The High Museum of Art, located in the heart of Atlanta, Georgia, is pleasing quite a few car enthusiasts with a new exhibit celebrating 17 concept cars and their designers. It’s not the first exhibit of its kind, but it’s certainly one of the best received. The exhibit features all sorts of prototype goodies for gearheads, including the Firebird I XP-21, the 1970 Lancia Stratos HF Zero, and other vehicles that didn’t quite make the leap from concept to street car production. The exhibit, running until September 7, 2014, represents the only chance many car enthusiasts will have to see works from the maddest minds from BMW, Bugatti, and other producers from the 1930’s onward.
‘But Cars Aren’t Art!’
As with any other exhibit that doesn’t feature 200-year-old paintings from the great artists of bygone eras, Atlanta’s exhibit is eliciting cries of, “that’s not art” from aesthetic snobs the world over. Unfortunately or otherwise, the ridiculous cries are nothing new. Like video games, cars, despite requiring a certain artistic vision to produce, don’t get nearly the amount of credit they’re due. Like other forms of “traditional” art, cars have been shown to inspire a certain je ne sais quoi within people. That, Aristotle would say, is the very definition of what makes art art.
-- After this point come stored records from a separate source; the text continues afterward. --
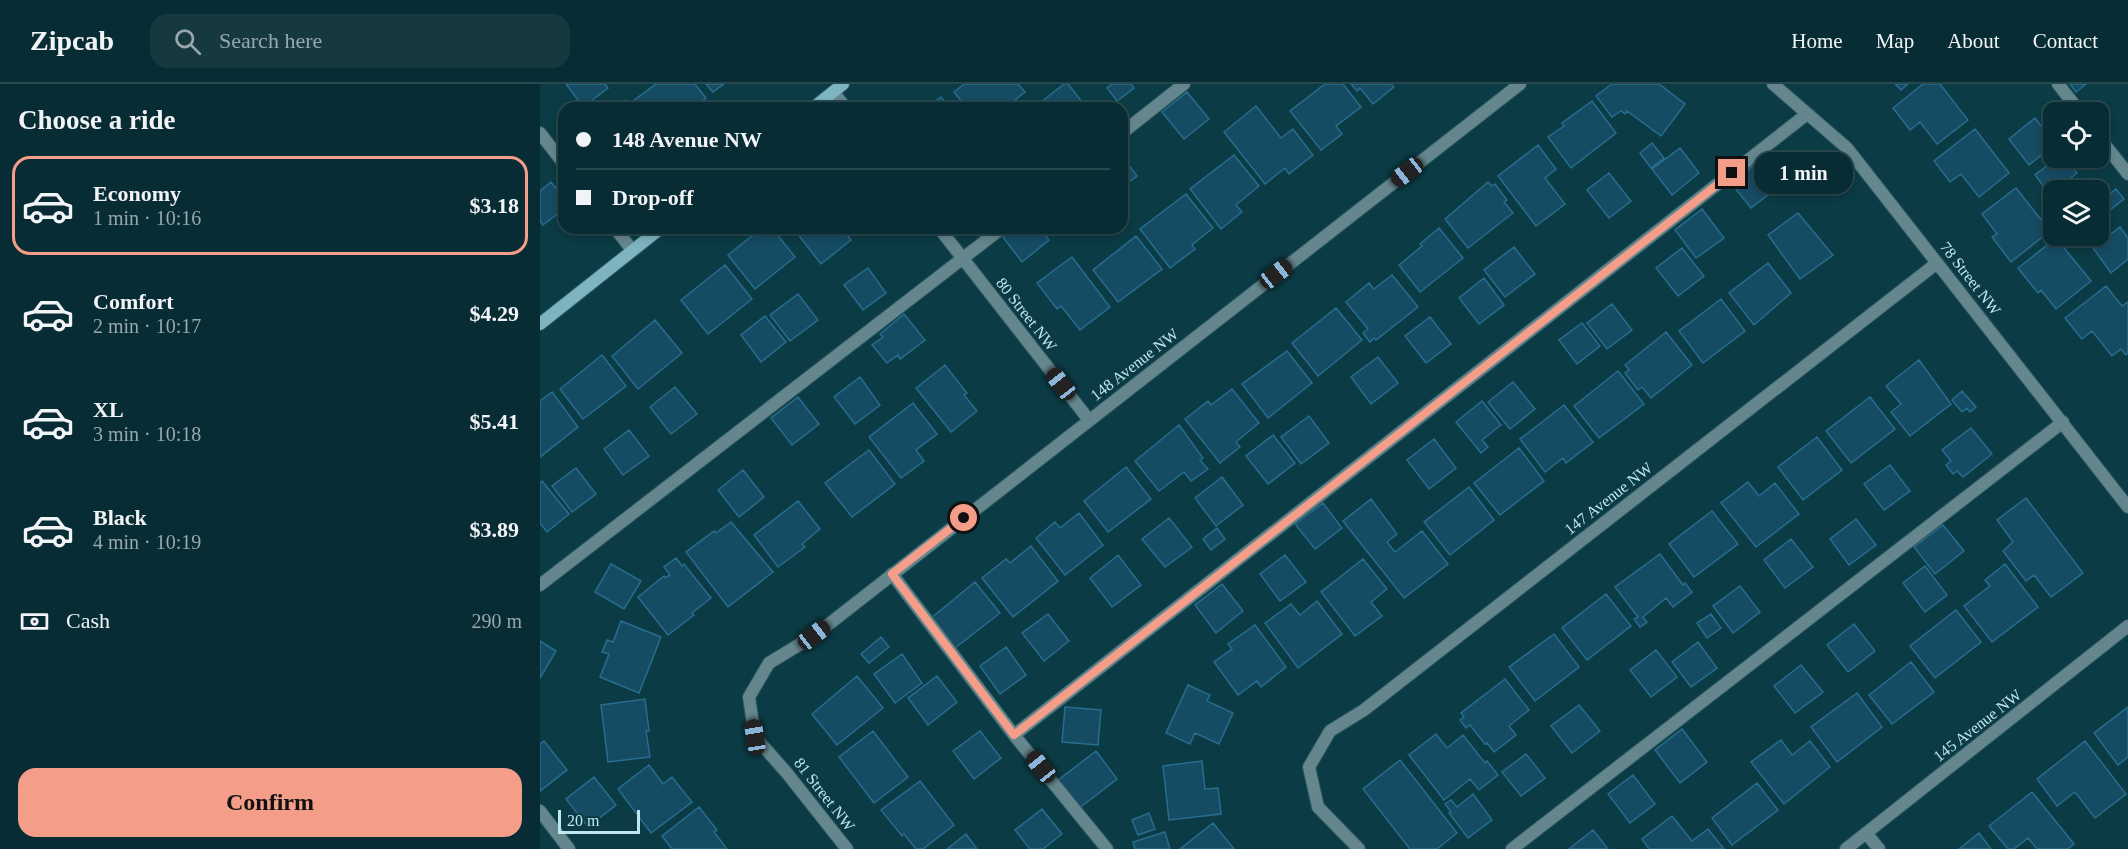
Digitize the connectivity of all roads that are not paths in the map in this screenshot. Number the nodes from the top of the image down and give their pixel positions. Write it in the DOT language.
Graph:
graph roads {
  1 [pos="1184,84"];
  2 [pos="1520,84"];
  3 [pos="1773,84"];
  4 [pos="2058,84"];
  5 [pos="838,88"];
  6 [pos="820,102"];
  7 [pos="844,102"];
  8 [pos="2072,102"];
  9 [pos="1807,114"];
  10 [pos="1128,128"];
  11 [pos="540,133"];
  12 [pos="2109,150"];
  13 [pos="558,156"];
  14 [pos="2128,174"];
  15 [pos="620,234"];
  16 [pos="653,234"];
  17 [pos="944,234"];
  18 [pos="994,234"];
  19 [pos="632,250"];
  20 [pos="963,259"];
  21 [pos="1937,263"];
  22 [pos="540,324"];
  23 [pos="1089,420"];
  24 [pos="2063,422"];
  25 [pos="2128,507"];
  26 [pos="892,574"];
  27 [pos="540,585"];
  28 [pos="2128,626"];
  29 [pos="749,697"];
  30 [pos="1014,735"];
  31 [pos="540,811"];
  32 [pos="1866,833"];
  33 [pos="569,849"];
  34 [pos="847,849"];
  35 [pos="1107,849"];
  36 [pos="1359,849"];
  37 [pos="1512,849"];
  38 [pos="1846,849"];
  39 [pos="1879,849"];
  1 -- 10 [label="street"];
  2 -- 23 [label="street, 148 Avenue NW"];
  3 -- 9 [label="street, 78 Street NW"];
  4 -- 8 [label="street"];
  5 -- 6 [label="street"];
  5 -- 7 [label="street"];
  9 -- 21 [label="street, 78 Street NW"];
  9 -- 30 [label="street"];
  11 -- 13 [label="street"];
  12 -- 14 [label="street"];
  15 -- 19 [label="street"];
  16 -- 19 [label="street"];
  17 -- 20 [label="street, 80 Street NW"];
  18 -- 20 [label="street"];
  19 -- 22 [label="street"];
  20 -- 23 [label="street, 80 Street NW"];
  20 -- 27 [label="street"];
  21 -- 24 [label="street, 78 Street NW"];
  21 -- 36 [label="street, 147 Avenue NW"];
  23 -- 26 [label="street, 148 Avenue NW"];
  24 -- 25 [label="street, 78 Street NW"];
  24 -- 37 [label="street"];
  26 -- 29 [label="street, 148 Avenue NW"];
  26 -- 30 [label="street"];
  28 -- 32 [label="street, 145 Avenue NW"];
  29 -- 34 [label="street, 81 Street NW"];
  30 -- 35 [label="street"];
  31 -- 33 [label="street"];
  32 -- 38 [label="street, 145 Avenue NW"];
  32 -- 39 [label="street"];
}
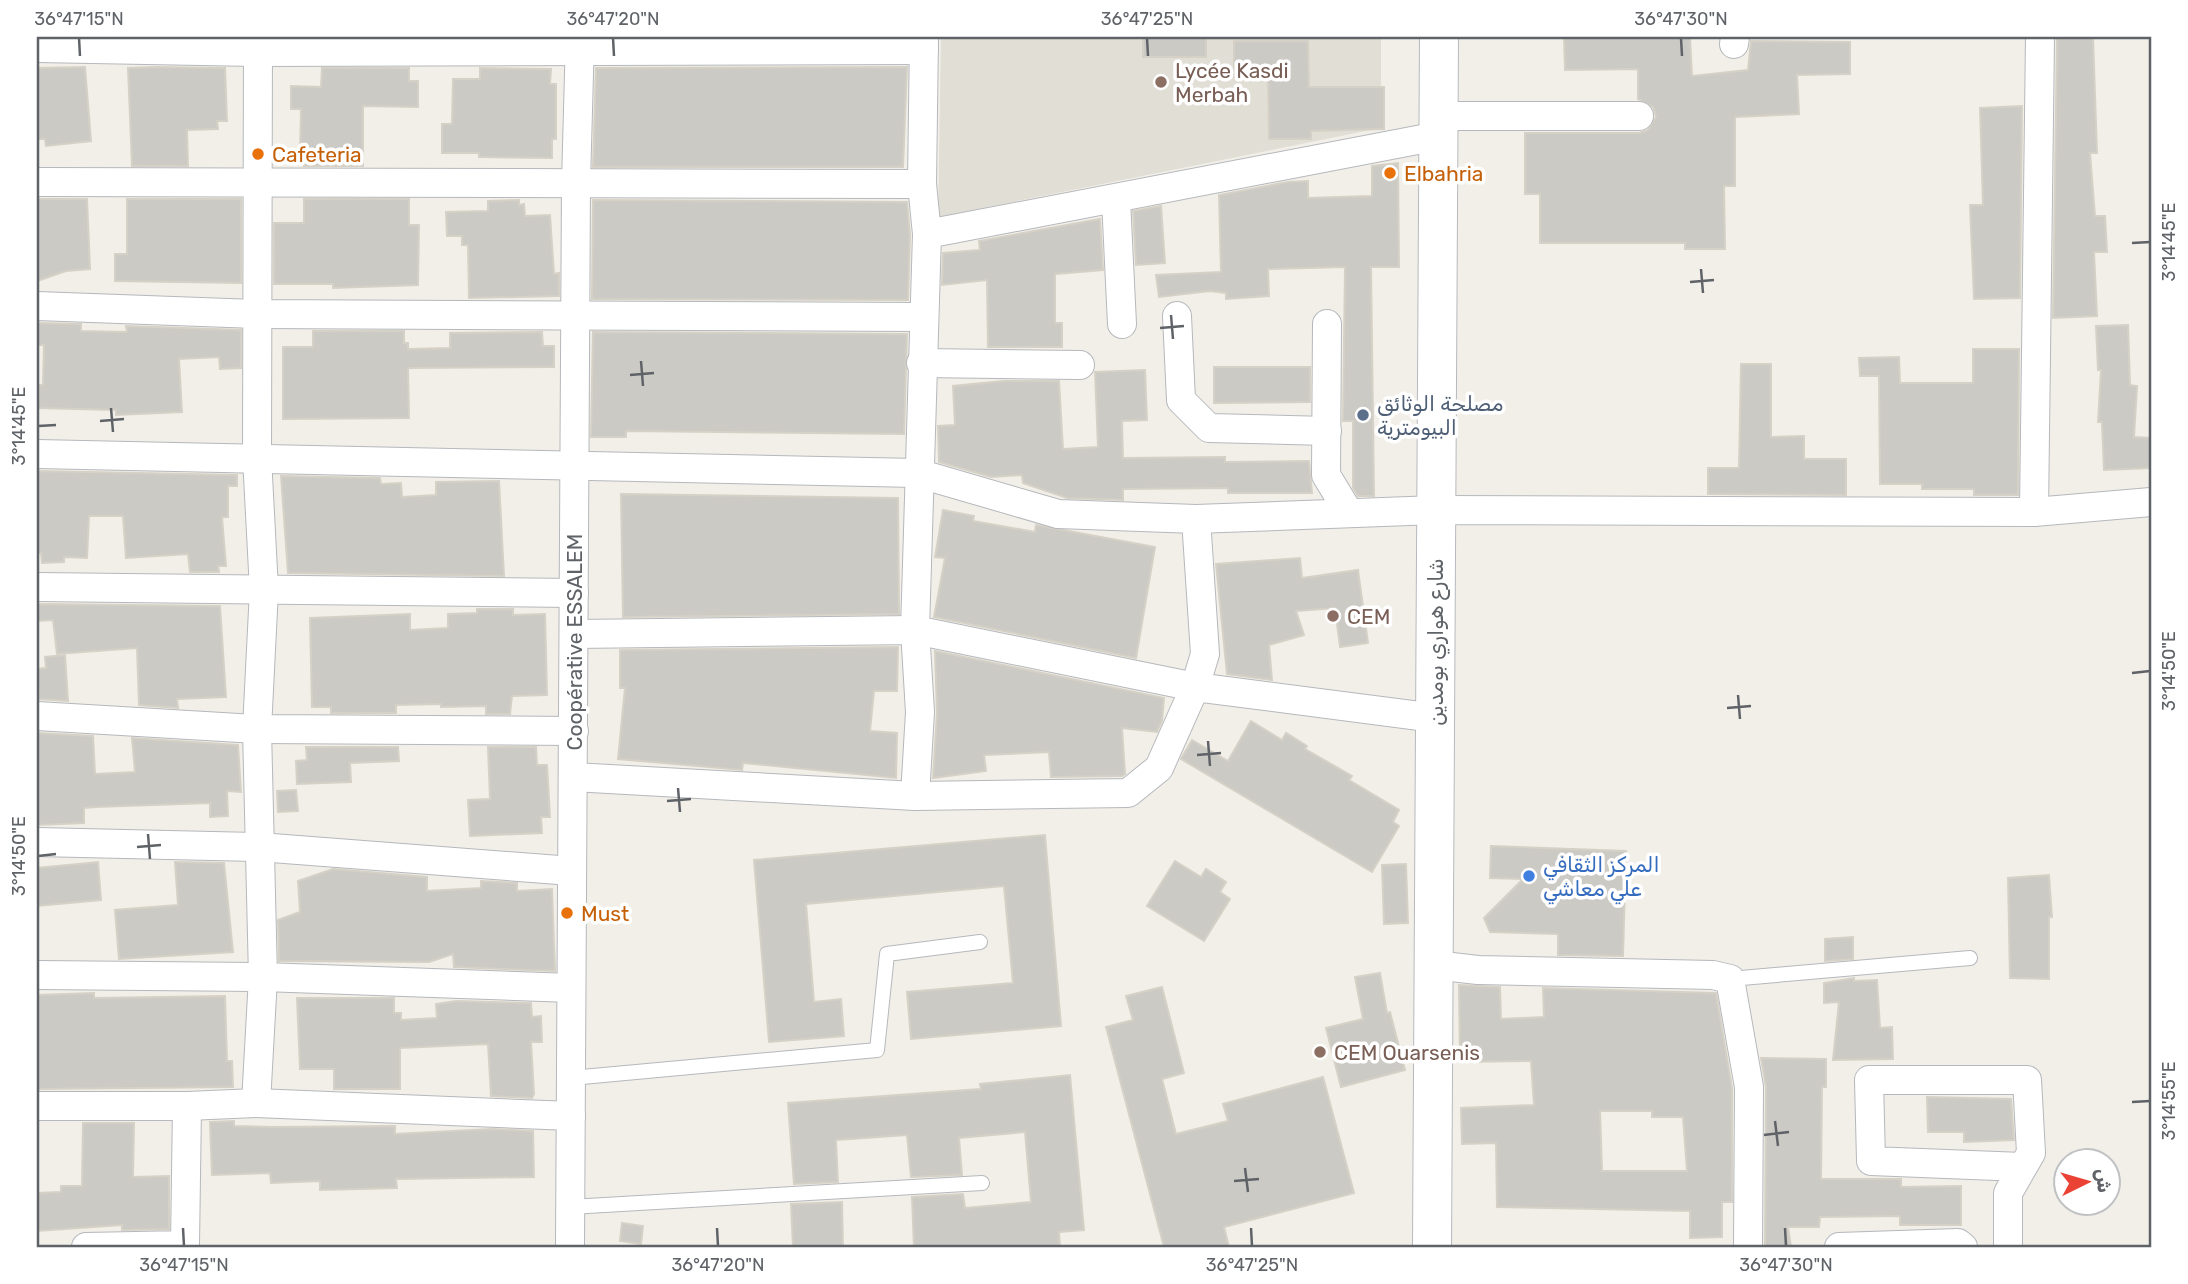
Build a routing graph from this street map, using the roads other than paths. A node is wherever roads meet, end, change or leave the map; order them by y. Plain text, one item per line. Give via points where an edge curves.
1 (1439, 37) edge
2 (2040, 37) edge
3 (580, 43) edge
4 (924, 43) edge
5 (258, 44) edge
6 (37, 48) edge
7 (1639, 116) dead end
8 (1438, 126) junction
9 (258, 181) junction
10 (37, 182) edge
11 (576, 183) junction
12 (922, 184) junction
13 (1116, 200) junction
14 (927, 234) junction
15 (37, 306) edge
16 (258, 314) junction
17 (1177, 316) dead end
18 (922, 317) junction
19 (575, 318) junction
20 (1122, 324) dead end
21 (1327, 324) dead end
22 (921, 363) junction
23 (1080, 365) dead end
24 (1327, 430) junction
25 (37, 454) edge
26 (257, 457) junction
27 (574, 466) junction
28 (918, 472) junction
29 (2151, 502) edge
30 (1436, 510) junction
31 (2034, 512) junction
32 (1349, 513) junction
33 (1196, 519) junction
34 (37, 587) edge
35 (264, 590) junction
36 (574, 593) junction
37 (915, 630) junction
38 (574, 634) junction
39 (1195, 687) junction
40 (37, 716) edge
41 (1435, 718) junction
42 (257, 729) junction
43 (574, 732) junction
44 (573, 777) junction
45 (915, 796) junction
46 (37, 842) edge
47 (259, 847) junction
48 (572, 872) junction
49 (980, 942) dead end
50 (1970, 958) dead end
51 (1434, 965) junction
52 (37, 975) edge
53 (262, 977) junction
54 (1730, 979) junction
55 (572, 988) junction
56 (571, 1078) junction
57 (256, 1103) junction
58 (37, 1107) edge
59 (187, 1107) junction
60 (571, 1116) junction
61 (2022, 1167) junction
62 (982, 1183) dead end
63 (570, 1207) junction
64 (86, 1247) edge
65 (136, 1247) edge
66 (570, 1247) edge
67 (1432, 1247) edge
68 (1748, 1247) edge
69 (1839, 1247) edge
70 (1963, 1247) edge
71 (2008, 1247) edge

1 - 8 main road, شارع هواري بومدين
2 - 31 street
3 - 4 street
3 - 5 street
3 - 11 street, Coopérative ESSALEM
4 - 12 street
5 - 6 street
5 - 9 street
7 - 8 street
8 - 13 street
8 - 30 main road, شارع هواري بومدين
9 - 10 street
9 - 11 street
9 - 16 street
11 - 12 street
11 - 19 street, Coopérative ESSALEM
12 - 14 street
13 - 14 street
13 - 20 street
14 - 18 street
15 - 16 street
16 - 19 street
16 - 26 street
17 - 24 street via 1181,400 1209,428
18 - 19 street
18 - 22 street
19 - 27 street, Coopérative ESSALEM
21 - 24 street
22 - 23 street
22 - 28 street
24 - 32 street via 1326,475
25 - 26 street
26 - 27 street
26 - 35 street
27 - 28 street
27 - 36 street, Coopérative ESSALEM
28 - 33 street via 1058,514
28 - 37 street
29 - 31 street
30 - 31 street
30 - 32 street
30 - 41 main road, شارع هواري بومدين
32 - 33 street
33 - 39 street via 1205,654
34 - 35 street
35 - 36 street
35 - 42 street
36 - 38 street, Coopérative ESSALEM
37 - 38 street
37 - 39 street
37 - 45 street via 920,712
38 - 43 street, Coopérative ESSALEM
39 - 41 street
39 - 45 street via 1159,768 1128,793
40 - 42 street
41 - 51 main road, شارع هواري بومدين
42 - 43 street
42 - 47 street
43 - 44 street, Coopérative ESSALEM
44 - 45 street
44 - 48 street, Coopérative ESSALEM
46 - 47 street
47 - 48 street
47 - 53 street
48 - 55 street, Coopérative ESSALEM
49 - 56 lane via 887,954 877,1050
50 - 54 lane
51 - 54 street
51 - 67 main road, شارع هواري بومدين
52 - 53 street
53 - 55 street
53 - 57 street
54 - 68 street via 1749,1087
55 - 56 street, Coopérative ESSALEM
56 - 60 street, Coopérative ESSALEM
57 - 59 street
57 - 60 street
58 - 59 street
59 - 65 street via 185,1245
60 - 63 street, Coopérative ESSALEM
61 - 61 street via 2031,1153 2027,1080 1869,1080 1871,1161
61 - 71 street via 2008,1193
62 - 63 lane
63 - 66 street, Coopérative ESSALEM
64 - 65 street
69 - 70 street via 1958,1243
“I think it is great that people are starting to appreciate car design for what it really is, art. People need to open their eyes and realize that cars are more than just machines that get you from point A to point B, a lot of thought goes into how a car looks to make it appealing to the eye,” says JP, Head of the Wholesale Department for Mac Auto Parts. “If making something appealing to the eye is not art, I guess I don’t know art.”
Still, other comparisons can be made to drive the point home. Art from the first comic book featuring Marvel’s Wolverine character, undoubtedly art, recently sold for nearly $660,000 at auction. If we can’t judge cars on their ability to evoke emotion, then perhaps we’ll have to judge them by the worldwide desire to collect them. James Hull, a British collector of more than 450 cars, is selling the whole lot for £100 million. Another British collector recently sold a 1963 Aston Martin DB5 for £9 million. Like other art, cars are clearly an object of obsession and desire.
Of course, approaching the issue with dollar and pound signs is folly. After all, art may be physical, but what it does for us — or more aptly, to us — is something far more intangible. Regardless of whether cars are art or not, car lovers should enjoy Atlanta’s new exhibit — all the rest can stick to their fuddy-duddy museums full of boring paintings.